Intanto il consorzio per lo sviluppo industriale del sud pontino, incassando la seconda sconfitta davanti la magistratura per questa vicenda specifica è stato condannato dai giudici di Palazzo Spada al pagamento delle spese di giudizio a favore della Curatela dell’ex Evotape per 3000 euro.

Intanto, scoppiata l’emergenza Covid 19, è la provincia di Latina quella che tra le cinque del Lazio ad avere inoltrato più richieste per beneficiare della cassa integrazione. Il dato, assai preoccupante, lo ha reso noto Claudio Di Berardino, l’assessore al Lavoro e alla Formazione della Regione. Ad una settimana esatta dall’avvio della cassa integrazione in deroga, nel Lazio alle ore 16.30 del 1 aprile sono state 14.050 le domande di cassa integrazione pervenute agli uffici dell’assessorato per un totale di 32.236 lavoratori coinvolti. Inoltre sono 7.755.613 le ore di lavoro su cui è richiesto l’ammortizzatore sociale e che impegna la Regione Lazio per 62,8 milioni di euro. Si tratta di un bilancio certamente parziale ma indicativo sulla situazione della Regione La quasi totalità delle aziende che ha presentato la domanda è di piccole dimensioni, tanto che il 95% di esse ha meno di 6 dipendenti. Il 77% delle imprese appartiene all’area metropolitana di Roma, mentre, tra le altre province del Lazio, è quella di Latina, con il 9% ad aver inoltrato più richieste.

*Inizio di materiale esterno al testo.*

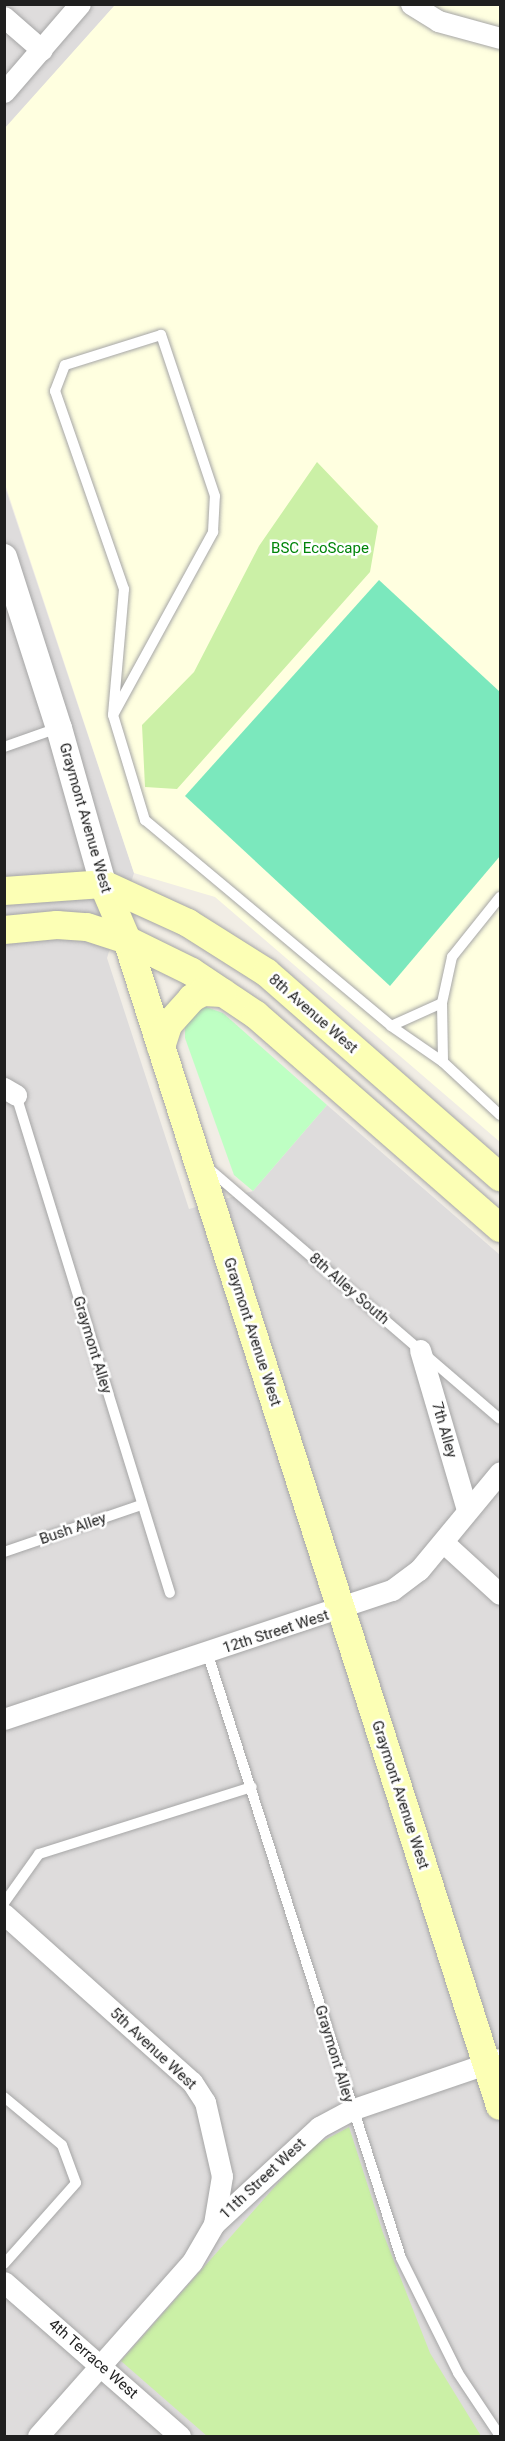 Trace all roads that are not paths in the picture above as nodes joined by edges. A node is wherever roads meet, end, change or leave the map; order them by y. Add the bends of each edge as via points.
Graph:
1 (80, 4) edge
2 (411, 4) edge
3 (4, 17) edge
4 (501, 38) edge
5 (42, 50) junction
6 (4, 92) edge
7 (4, 557) edge
8 (113, 715) junction
9 (59, 728) junction
10 (4, 747) edge
11 (103, 884) junction
12 (4, 891) edge
13 (501, 897) edge
14 (4, 930) edge
15 (127, 940) junction
16 (223, 993) junction
17 (442, 1003) junction
18 (391, 1026) junction
19 (161, 1047) junction
20 (443, 1062) junction
21 (10, 1092) edge
22 (501, 1115) edge
23 (197, 1159) junction
24 (501, 1177) edge
25 (501, 1228) edge
26 (420, 1350) junction
27 (501, 1419) edge
28 (501, 1472) edge
29 (141, 1505) junction
30 (467, 1510) junction
31 (443, 1542) junction
32 (4, 1552) edge
33 (170, 1593) dead end
34 (501, 1594) edge
35 (341, 1610) junction
36 (208, 1654) junction
37 (4, 1719) edge
38 (252, 1787) junction
39 (4, 1904) edge
40 (4, 1914) edge
41 (493, 2062) edge
42 (4, 2097) edge
43 (501, 2106) edge
44 (351, 2110) junction
45 (214, 2224) junction
46 (4, 2264) edge
47 (4, 2282) edge
48 (101, 2364) junction
49 (38, 2436) edge
50 (180, 2436) edge
51 (500, 2436) edge

1 - 5 street
2 - 4 street via 438,21
3 - 5 street
5 - 6 street
7 - 9 street, Graymont Avenue West
8 - 8 lane via 124,589 55,391 65,365 161,335 216,496 213,532
8 - 18 lane via 145,820
9 - 10 lane
9 - 11 street, Graymont Avenue West
11 - 12 main road
11 - 15 main road, Graymont Avenue West
11 - 24 main road, 8th Avenue West via 188,923 267,973
13 - 17 lane via 452,957
14 - 15 main road via 57,925 87,927
15 - 16 main road via 192,972
15 - 19 main road, Graymont Avenue West
16 - 19 main road via 203,992 186,1003 168,1025
16 - 25 main road via 256,1015
17 - 18 lane
17 - 20 lane
18 - 20 lane
19 - 23 main road, Graymont Avenue West
20 - 22 lane
21 - 29 lane, Graymont Alley
23 - 26 lane, 8th Alley South
23 - 35 main road, Graymont Avenue West
26 - 27 lane, 8th Alley South
26 - 30 street, 7th Alley
28 - 30 street, 12th Street West
29 - 32 lane, Bush Alley
29 - 33 lane, Graymont Alley
30 - 31 street, 12th Street West
31 - 34 street
31 - 35 street, 12th Street West via 419,1570 393,1590
35 - 36 street, 12th Street West
35 - 41 main road, Graymont Avenue West
36 - 37 street, 12th Street West
36 - 38 lane, Graymont Alley
38 - 39 lane via 39,1854
38 - 44 lane, Graymont Alley
40 - 45 street, 5th Avenue West via 192,2082 205,2102 222,2176
41 - 43 main road, Graymont Avenue West
41 - 44 street, 11th Street West
42 - 46 lane via 62,2145 76,2183
44 - 45 street, 11th Street West via 319,2127
44 - 51 lane, Graymont Alley via 401,2258 458,2373
45 - 48 street, 11th Street West via 192,2262
47 - 48 street, 4th Terrace West
48 - 49 street, 11th Street West
48 - 50 street, 4th Terrace West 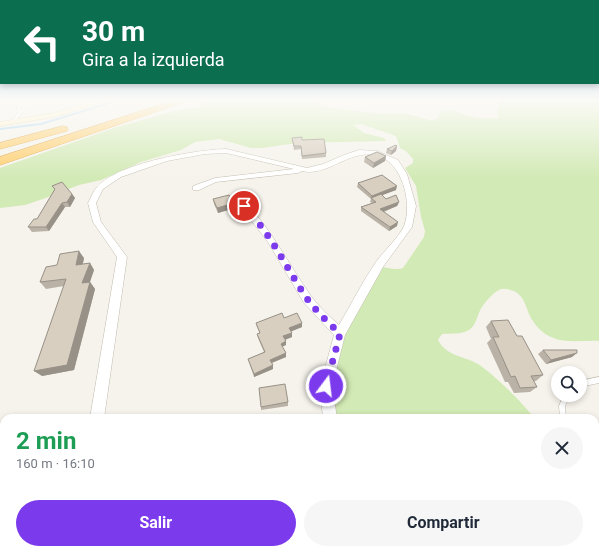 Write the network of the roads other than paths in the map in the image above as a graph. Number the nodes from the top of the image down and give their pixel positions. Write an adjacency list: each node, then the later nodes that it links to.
1 (68, 127): 5 (highway)
2 (84, 127): 6 (highway)
3 (97, 127): 7 (highway)
4 (101, 127): 8 (highway)
5 (0, 146)
6 (0, 152)
7 (0, 161)
8 (0, 165)
9 (308, 170): 10 (street); 12 (street); 16 (street)
10 (196, 188)
11 (244, 206): 12 (street)
12 (340, 334): 17 (street)
13 (599, 380): 14 (lane)
14 (587, 383)
15 (564, 402): 18 (lane)
16 (98, 414)
17 (330, 414)
18 (563, 414)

“Le richieste in arrivo dimostrano la difficoltà che sta attraversando il mondo del lavoro, al quale come Regione Lazio – ha aggiunto l’assessore Di Berardino – stiamo dando risposte con una pluralità di interventi e con bandi specifici per rispondere in modo incisivo e su misura alle varie esigenze. Per quanto riguarda la cassa integrazione l’obiettivo è sostenere i lavoratori dando risposte veloci alle imprese; per questo la nostra task force continua a lavorare su due turni di lavoro e assicurando un servizio continuo anche durante il sabato e la domenica”.